### Task statement:
Copy all the data exactly, except the pictures.

[Records from a collection]

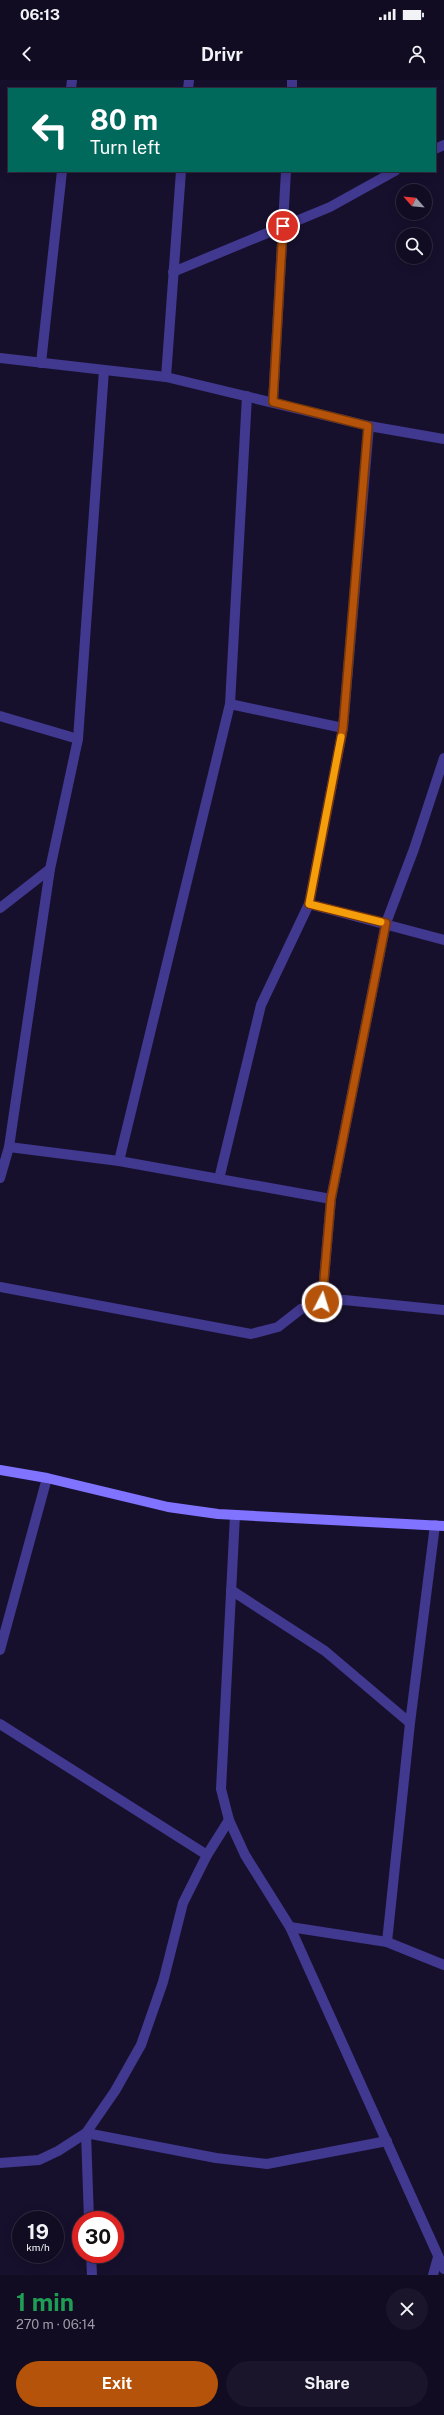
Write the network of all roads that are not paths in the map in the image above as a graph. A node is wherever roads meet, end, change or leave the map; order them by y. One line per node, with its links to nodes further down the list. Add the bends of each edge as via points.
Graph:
1 (62, 172): 8 (street)
2 (181, 172): 6 (street)
3 (286, 172): 5 (street)
4 (393, 172): 5 (street, via 330,207)
5 (283, 226): 6 (street); 12 (street)
6 (173, 272): 10 (street)
7 (0, 358): 8 (street)
8 (41, 363): 9 (street)
9 (104, 370): 10 (street); 18 (street)
10 (166, 377): 11 (street)
11 (247, 396): 12 (street); 15 (street)
12 (273, 402): 13 (street)
13 (368, 426): 14 (street); 17 (street)
14 (444, 439)
15 (230, 704): 17 (street); 26 (street)
16 (0, 716): 18 (street)
17 (343, 728): 21 (street)
18 (78, 739): 20 (street)
19 (444, 758): 23 (street)
20 (50, 869): 22 (street); 25 (street)
21 (309, 904): 23 (street); 28 (street, via 261,1005)
22 (0, 908)
23 (386, 923): 24 (street); 29 (street)
24 (444, 940)
25 (9, 1147): 26 (street); 27 (street)
26 (119, 1161): 28 (street)
27 (0, 1178)
28 (218, 1179): 29 (street)
29 (331, 1199): 31 (street)
30 (0, 1287): 31 (street, via 251,1334 278,1327 301,1308)
31 (322, 1302): 32 (street, via 344,1300)
32 (444, 1310)
33 (0, 1470): 34 (street)
34 (48, 1478): 35 (street, via 168,1507); 38 (street)
35 (235, 1515): 36 (street); 37 (street)
36 (439, 1525): 39 (street)
37 (231, 1590): 39 (street, via 325,1651); 41 (street, via 222,1789)
38 (0, 1650)
39 (410, 1723): 44 (street)
40 (0, 1724): 42 (street)
41 (229, 1820): 42 (street); 43 (street, via 245,1854)
42 (207, 1855): 46 (street, via 183,1904 163,1982 141,2045 115,2091)
43 (290, 1927): 44 (street); 47 (street)
44 (387, 1942): 45 (street)
45 (444, 1965)
46 (86, 2133): 47 (street, via 216,2158 267,2164); 48 (street, via 58,2152 39,2160); 49 (street)
47 (387, 2141): 50 (street)
48 (0, 2163)
49 (89, 2211)
50 (438, 2256): 52 (street); 54 (street)
51 (91, 2263): 53 (street)
52 (444, 2270)
53 (92, 2275)
54 (433, 2275)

### Written answer:
Write the network of all roads that are not paths in the map in the image above as a graph. A node is wherever roads meet, end, change or leave the map; order them by y. One line per node, with its links to nodes further down the list. Add the bends of each edge as via points.
Graph:
1 (62, 172): 8 (street)
2 (181, 172): 6 (street)
3 (286, 172): 5 (street)
4 (393, 172): 5 (street, via 330,207)
5 (283, 226): 6 (street); 12 (street)
6 (173, 272): 10 (street)
7 (0, 358): 8 (street)
8 (41, 363): 9 (street)
9 (104, 370): 10 (street); 18 (street)
10 (166, 377): 11 (street)
11 (247, 396): 12 (street); 15 (street)
12 (273, 402): 13 (street)
13 (368, 426): 14 (street); 17 (street)
14 (444, 439)
15 (230, 704): 17 (street); 26 (street)
16 (0, 716): 18 (street)
17 (343, 728): 21 (street)
18 (78, 739): 20 (street)
19 (444, 758): 23 (street)
20 (50, 869): 22 (street); 25 (street)
21 (309, 904): 23 (street); 28 (street, via 261,1005)
22 (0, 908)
23 (386, 923): 24 (street); 29 (street)
24 (444, 940)
25 (9, 1147): 26 (street); 27 (street)
26 (119, 1161): 28 (street)
27 (0, 1178)
28 (218, 1179): 29 (street)
29 (331, 1199): 31 (street)
30 (0, 1287): 31 (street, via 251,1334 278,1327 301,1308)
31 (322, 1302): 32 (street, via 344,1300)
32 (444, 1310)
33 (0, 1470): 34 (street)
34 (48, 1478): 35 (street, via 168,1507); 38 (street)
35 (235, 1515): 36 (street); 37 (street)
36 (439, 1525): 39 (street)
37 (231, 1590): 39 (street, via 325,1651); 41 (street, via 222,1789)
38 (0, 1650)
39 (410, 1723): 44 (street)
40 (0, 1724): 42 (street)
41 (229, 1820): 42 (street); 43 (street, via 245,1854)
42 (207, 1855): 46 (street, via 183,1904 163,1982 141,2045 115,2091)
43 (290, 1927): 44 (street); 47 (street)
44 (387, 1942): 45 (street)
45 (444, 1965)
46 (86, 2133): 47 (street, via 216,2158 267,2164); 48 (street, via 58,2152 39,2160); 49 (street)
47 (387, 2141): 50 (street)
48 (0, 2163)
49 (89, 2211)
50 (438, 2256): 52 (street); 54 (street)
51 (91, 2263): 53 (street)
52 (444, 2270)
53 (92, 2275)
54 (433, 2275)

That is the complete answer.